Ehrlich's exegetical work is an important contribution to modern biblical exegesis. Ehrlich's work was highly influential on the Jewish translation produced by the Jewish Publication Society in 1917 and its successor of 1962–82.

Life 
Born Jewish in Volodovka, near Brest-Litovsk, now Belarus. At an early age he studied German in his village, and had read the Bible in the Moses Mendelssohn translation. Ehrlich was married at fourteen and had one son named Mark. At seventeen, Ehrlich came to the conclusion that he could no longer abide the stringencies of his environment and he sought association with the wider fields of knowledge he hoped to find in Germany. His wife did not agree with the move or his liberal views, and she and their son did not go with him to Germany. He then went on his own and he entered school there to learn arithmetic, geography, and other elementary school subjects alongside boys of ten. Such subjects were simple for a lad who started learning the German language at the age of five years.

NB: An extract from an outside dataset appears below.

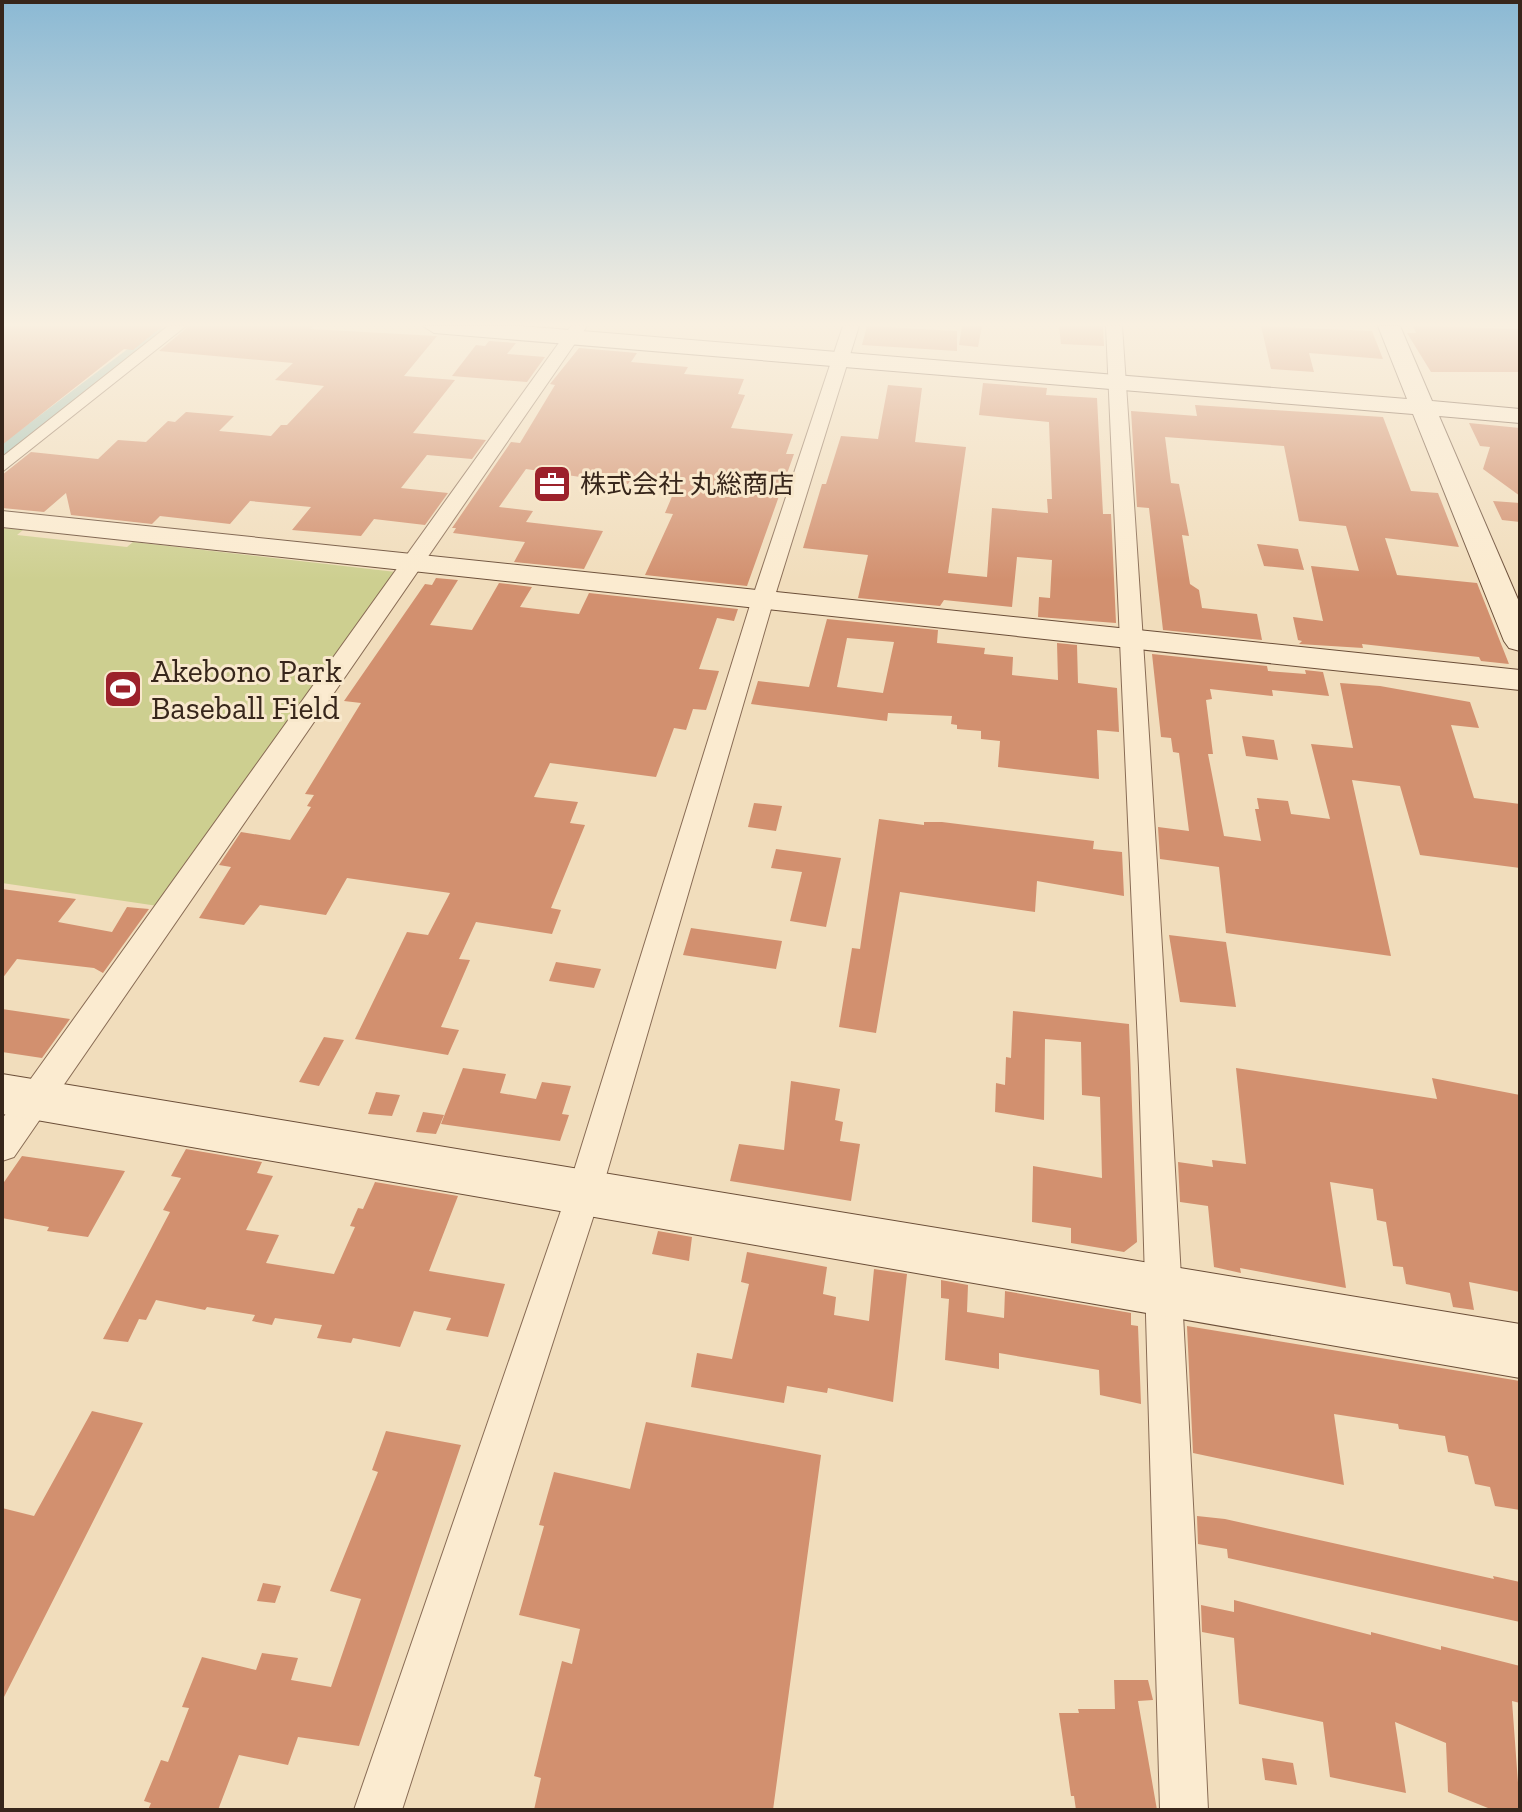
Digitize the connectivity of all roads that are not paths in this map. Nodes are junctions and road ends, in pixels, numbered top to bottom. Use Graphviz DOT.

He also worked as a librarian in the Semitics department of the Berlin Royal Library. It was at this time in Germany that Ehrlich somehow came to the attention of Professor Franz Delitzsch, who engaged him as his amanuensis. They both worked in the missionary Institutum Judaicum and this association would turn into an evil spectre later in his life. At Delitzsch's insistence Ehrlich revised the Hebrew translation of the New Testament (10th Edition) which was to be utilized for proselytization among Jews. During this time he encountered the work of Julius Wellhausen, Kuehnen, and the whole school of Biblical criticism which fascinated him. This in turn made him accept the theory that the Bible was constructed of a patchwork quilt of documents, but his later work was a revolt against the destructiveness of the "higher criticism." The Hebrew language was bred into his bones, and it became his conviction that the Bible could be understood only as one devoted oneself to its language and to an understanding of the Hebrew idiom through its cognates. There are rumors that Ehrlich was baptized in Germany, but there is no proof or evidence of this. Had it been true, the officers at the Temple Emanu-El would never had considered him for a place as a teacher (not professor) in the Emanu-El Theological School of New York where he taught after he immigrated to Manhattan, New York from Hamburg, Germany in 1874. His Naturalization date is July 11, 1881, and he lists his occupation as "Teacher of Languages."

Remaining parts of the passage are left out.